-------- Records shown

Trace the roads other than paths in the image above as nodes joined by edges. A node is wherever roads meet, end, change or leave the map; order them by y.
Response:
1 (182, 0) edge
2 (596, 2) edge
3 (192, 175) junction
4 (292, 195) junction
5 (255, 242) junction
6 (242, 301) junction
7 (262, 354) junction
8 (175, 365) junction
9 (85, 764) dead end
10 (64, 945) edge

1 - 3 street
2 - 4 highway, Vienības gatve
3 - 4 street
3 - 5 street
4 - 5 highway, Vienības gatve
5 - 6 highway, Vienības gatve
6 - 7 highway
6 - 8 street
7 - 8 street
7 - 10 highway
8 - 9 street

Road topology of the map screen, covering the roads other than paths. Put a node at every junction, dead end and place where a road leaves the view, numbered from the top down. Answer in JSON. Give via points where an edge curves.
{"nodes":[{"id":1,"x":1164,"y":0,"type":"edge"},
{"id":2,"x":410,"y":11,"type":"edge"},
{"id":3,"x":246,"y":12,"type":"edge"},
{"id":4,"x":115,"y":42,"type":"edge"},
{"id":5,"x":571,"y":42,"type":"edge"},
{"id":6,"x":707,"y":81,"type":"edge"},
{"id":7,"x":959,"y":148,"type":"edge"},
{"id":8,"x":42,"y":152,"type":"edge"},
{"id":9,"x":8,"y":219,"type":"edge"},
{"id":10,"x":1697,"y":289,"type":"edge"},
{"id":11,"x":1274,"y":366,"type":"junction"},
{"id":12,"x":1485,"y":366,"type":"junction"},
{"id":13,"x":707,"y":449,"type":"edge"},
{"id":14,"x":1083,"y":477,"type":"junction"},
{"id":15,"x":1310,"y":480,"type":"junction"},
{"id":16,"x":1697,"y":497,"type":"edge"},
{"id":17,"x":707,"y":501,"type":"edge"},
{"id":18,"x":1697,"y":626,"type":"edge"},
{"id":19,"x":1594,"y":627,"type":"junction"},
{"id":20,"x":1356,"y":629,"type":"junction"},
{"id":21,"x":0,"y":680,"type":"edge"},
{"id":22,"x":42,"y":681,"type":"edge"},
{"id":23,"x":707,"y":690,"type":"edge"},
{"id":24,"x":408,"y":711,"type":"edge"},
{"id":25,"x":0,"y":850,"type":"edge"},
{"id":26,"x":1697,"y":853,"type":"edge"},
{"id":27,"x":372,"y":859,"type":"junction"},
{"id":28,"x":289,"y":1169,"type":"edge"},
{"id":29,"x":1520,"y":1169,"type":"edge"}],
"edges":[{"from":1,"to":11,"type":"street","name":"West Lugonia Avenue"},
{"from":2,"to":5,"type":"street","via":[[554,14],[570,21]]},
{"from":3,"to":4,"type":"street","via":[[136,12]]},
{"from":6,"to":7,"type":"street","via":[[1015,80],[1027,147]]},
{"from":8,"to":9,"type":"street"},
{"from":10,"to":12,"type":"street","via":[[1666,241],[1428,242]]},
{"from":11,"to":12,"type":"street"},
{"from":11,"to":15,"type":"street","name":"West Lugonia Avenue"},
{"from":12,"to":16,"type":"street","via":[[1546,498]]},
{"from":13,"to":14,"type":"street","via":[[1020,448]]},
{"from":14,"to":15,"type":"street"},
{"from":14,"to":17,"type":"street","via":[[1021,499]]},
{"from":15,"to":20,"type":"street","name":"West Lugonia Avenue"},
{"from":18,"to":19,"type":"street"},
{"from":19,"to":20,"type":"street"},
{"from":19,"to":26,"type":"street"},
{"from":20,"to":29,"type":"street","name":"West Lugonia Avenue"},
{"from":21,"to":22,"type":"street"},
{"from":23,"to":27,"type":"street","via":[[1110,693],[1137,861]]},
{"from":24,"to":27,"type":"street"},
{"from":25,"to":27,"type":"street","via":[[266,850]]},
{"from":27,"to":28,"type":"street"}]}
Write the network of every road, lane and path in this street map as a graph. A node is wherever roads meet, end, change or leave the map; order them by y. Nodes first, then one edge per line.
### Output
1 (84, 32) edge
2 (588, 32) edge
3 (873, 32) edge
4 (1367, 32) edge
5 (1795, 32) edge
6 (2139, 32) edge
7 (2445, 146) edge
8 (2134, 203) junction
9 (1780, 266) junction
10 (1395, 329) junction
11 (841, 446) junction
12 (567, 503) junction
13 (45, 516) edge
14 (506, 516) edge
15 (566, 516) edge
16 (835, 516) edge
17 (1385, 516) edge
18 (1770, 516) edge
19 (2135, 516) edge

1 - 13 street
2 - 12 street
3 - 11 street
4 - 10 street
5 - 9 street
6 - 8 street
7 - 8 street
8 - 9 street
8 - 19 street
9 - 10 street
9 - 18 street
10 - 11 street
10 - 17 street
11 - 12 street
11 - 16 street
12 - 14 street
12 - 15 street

----------------

Exercise goal
Look over the material above and report each line holding "wherever".

Output
Trace the roads other than paths in the image above as nodes joined by edges. A node is wherever roads meet, end, change or leave the map; order them by y.
Write the network of every road, lane and path in this street map as a graph. A node is wherever roads meet, end, change or leave the map; order them by y. Nodes first, then one edge per line.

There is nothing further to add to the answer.